After it was found that the vulnerability was wrongly reported the CVE-2019-13615 score was updated to 5.5 medium.

Current details about CVE-2019-13615 can be found on NVD website .

According to the policy of MITRECorp,

“You should make a good faith effort to notify the affected vendor and work with them to ensure that a patch is available prior to publicly disclosing the vulnerability. Information is more accurate and complete when researchers and vendors work together. This practice also reduces the likelihood of a duplicate CVE ID being issued, which can happen when both a researcher and vendor request CVE IDs. Without independent confirmation or vendor acknowledgment, it may not be possible to determine if the vulnerability is real, which could result in a request for a CVE ID being denied. ”

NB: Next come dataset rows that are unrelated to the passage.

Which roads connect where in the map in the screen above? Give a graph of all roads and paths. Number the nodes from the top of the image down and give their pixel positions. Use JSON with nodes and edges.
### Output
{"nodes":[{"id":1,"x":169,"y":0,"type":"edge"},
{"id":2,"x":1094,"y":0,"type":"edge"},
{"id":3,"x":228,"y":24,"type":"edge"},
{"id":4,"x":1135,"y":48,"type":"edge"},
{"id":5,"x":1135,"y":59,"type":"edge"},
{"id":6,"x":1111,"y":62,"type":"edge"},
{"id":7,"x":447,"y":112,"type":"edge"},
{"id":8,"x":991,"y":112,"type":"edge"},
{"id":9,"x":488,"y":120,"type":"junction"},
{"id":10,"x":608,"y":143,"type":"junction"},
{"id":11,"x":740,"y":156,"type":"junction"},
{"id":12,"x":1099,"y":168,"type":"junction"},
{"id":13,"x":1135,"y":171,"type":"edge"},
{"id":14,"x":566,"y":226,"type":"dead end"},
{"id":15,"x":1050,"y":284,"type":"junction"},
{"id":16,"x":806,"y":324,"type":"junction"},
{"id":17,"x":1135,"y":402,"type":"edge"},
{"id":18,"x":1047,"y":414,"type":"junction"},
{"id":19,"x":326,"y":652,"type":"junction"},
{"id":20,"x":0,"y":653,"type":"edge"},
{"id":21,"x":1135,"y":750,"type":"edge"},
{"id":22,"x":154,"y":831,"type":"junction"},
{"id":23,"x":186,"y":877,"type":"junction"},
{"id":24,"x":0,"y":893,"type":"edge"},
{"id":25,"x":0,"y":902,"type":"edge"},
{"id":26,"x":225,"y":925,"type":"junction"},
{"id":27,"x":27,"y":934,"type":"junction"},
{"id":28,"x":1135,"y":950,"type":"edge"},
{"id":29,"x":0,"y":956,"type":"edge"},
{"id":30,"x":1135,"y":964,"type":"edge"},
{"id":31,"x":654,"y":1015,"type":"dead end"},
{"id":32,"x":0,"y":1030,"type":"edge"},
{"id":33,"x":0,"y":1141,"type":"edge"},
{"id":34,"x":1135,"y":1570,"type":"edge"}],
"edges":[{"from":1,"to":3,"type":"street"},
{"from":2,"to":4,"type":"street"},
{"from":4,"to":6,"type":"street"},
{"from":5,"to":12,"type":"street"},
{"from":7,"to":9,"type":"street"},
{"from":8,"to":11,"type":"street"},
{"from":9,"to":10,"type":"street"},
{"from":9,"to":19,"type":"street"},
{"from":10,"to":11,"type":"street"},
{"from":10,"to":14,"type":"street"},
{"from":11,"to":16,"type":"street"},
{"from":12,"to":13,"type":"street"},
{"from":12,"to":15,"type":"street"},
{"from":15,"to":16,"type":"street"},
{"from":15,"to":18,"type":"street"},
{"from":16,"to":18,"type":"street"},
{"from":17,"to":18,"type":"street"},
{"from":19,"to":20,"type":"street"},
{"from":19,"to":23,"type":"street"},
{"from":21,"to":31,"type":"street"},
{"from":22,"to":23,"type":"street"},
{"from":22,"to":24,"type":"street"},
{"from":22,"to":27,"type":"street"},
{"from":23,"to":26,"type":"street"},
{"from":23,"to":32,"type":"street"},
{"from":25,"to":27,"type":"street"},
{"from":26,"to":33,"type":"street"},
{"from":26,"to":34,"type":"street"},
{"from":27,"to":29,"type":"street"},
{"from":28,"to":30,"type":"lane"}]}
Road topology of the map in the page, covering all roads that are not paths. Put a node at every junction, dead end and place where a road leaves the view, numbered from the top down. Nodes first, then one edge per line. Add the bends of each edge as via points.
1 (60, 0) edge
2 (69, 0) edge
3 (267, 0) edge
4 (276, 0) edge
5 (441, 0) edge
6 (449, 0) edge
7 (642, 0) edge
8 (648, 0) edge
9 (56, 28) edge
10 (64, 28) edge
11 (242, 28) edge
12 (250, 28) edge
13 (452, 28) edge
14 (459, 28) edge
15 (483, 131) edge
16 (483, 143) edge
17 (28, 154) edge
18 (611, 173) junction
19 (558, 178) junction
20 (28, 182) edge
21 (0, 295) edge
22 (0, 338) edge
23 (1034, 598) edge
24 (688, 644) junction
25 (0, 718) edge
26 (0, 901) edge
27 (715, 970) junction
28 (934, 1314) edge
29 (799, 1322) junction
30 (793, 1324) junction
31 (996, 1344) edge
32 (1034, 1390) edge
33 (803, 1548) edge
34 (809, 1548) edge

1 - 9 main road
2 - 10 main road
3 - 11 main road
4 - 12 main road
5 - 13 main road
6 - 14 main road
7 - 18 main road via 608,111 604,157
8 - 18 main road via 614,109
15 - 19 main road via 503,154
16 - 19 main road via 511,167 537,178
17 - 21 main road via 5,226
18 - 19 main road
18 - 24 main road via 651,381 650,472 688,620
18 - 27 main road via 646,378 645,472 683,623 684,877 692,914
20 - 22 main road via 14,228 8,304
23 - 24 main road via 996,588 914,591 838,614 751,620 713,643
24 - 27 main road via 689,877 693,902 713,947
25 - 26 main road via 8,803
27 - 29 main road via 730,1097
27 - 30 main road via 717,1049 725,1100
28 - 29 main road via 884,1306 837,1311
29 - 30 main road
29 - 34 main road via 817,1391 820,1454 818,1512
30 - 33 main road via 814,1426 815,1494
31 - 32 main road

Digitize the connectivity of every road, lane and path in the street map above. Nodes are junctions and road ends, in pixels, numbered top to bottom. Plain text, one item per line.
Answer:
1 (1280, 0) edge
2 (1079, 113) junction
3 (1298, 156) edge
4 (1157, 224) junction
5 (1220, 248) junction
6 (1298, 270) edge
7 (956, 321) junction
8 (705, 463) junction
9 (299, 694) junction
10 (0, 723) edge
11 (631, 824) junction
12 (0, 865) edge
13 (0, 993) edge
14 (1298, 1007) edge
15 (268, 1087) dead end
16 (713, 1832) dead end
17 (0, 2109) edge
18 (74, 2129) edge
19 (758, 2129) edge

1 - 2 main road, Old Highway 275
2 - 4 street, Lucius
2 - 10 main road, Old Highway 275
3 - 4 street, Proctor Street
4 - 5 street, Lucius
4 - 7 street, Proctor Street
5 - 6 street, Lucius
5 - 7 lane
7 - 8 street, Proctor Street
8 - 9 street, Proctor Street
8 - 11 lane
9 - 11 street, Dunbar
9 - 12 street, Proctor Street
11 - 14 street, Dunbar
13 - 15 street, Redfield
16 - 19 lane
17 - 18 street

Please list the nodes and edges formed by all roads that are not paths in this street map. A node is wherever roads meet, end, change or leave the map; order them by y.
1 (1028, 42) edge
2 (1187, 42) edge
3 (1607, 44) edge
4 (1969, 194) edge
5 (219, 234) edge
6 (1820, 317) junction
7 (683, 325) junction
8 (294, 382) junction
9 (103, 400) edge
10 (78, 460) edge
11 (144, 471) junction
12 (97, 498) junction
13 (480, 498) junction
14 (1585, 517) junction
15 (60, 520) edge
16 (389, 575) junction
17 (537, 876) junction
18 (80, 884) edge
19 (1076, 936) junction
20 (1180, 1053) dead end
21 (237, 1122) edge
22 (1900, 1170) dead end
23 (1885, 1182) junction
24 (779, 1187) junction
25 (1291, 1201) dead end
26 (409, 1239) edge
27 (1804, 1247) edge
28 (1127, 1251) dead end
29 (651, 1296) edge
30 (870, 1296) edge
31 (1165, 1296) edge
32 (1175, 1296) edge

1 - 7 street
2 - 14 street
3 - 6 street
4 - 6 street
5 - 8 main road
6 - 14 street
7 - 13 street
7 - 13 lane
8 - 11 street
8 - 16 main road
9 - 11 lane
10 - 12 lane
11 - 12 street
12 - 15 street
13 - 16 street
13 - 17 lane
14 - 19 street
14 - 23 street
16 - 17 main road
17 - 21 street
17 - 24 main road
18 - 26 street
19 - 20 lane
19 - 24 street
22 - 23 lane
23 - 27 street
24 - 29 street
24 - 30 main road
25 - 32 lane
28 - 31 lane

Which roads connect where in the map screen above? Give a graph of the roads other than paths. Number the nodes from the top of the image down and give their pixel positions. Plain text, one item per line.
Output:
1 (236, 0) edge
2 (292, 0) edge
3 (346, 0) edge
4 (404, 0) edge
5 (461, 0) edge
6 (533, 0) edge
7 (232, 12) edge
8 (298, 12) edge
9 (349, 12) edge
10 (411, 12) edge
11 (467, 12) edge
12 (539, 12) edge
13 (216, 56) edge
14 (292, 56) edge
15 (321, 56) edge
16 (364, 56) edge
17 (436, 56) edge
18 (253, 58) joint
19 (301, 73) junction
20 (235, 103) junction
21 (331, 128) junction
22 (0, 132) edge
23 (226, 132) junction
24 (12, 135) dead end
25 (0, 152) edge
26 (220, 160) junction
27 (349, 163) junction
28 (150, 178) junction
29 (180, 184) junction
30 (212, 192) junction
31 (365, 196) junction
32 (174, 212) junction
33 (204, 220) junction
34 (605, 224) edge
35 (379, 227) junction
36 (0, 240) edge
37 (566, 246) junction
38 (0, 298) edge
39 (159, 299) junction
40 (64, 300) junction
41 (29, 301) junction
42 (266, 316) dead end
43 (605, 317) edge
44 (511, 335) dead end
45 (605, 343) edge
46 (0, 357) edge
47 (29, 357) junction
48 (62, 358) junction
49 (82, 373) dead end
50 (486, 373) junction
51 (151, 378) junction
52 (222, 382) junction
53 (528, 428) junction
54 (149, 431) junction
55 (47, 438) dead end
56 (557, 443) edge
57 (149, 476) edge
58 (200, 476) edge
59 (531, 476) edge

But it can be seen that the policy was not followed, and a CVE Id was given without reporting to VideoLAN nor checking if the RCE was real.

Situation, like this gives misinformation to the end user regarding a product which causes the users to carry wrong information, degrading the dignity of the product.

The following tweet from VideoLAN explains it,

“This is not the first time that @MITREcorp does that. In fact, they NEVER EVER contact us when they find security issues on VLC, and we always discover that after they are public, when a user or a distribution asks us.”

Various blog posts made vulnerability look more critical that it was really and reported already patched vulnerability. Causing a outbreak of misinformation. Some authors took pain to update the posts after knowing that the vulnerability was already, while most of them still haven’t changed.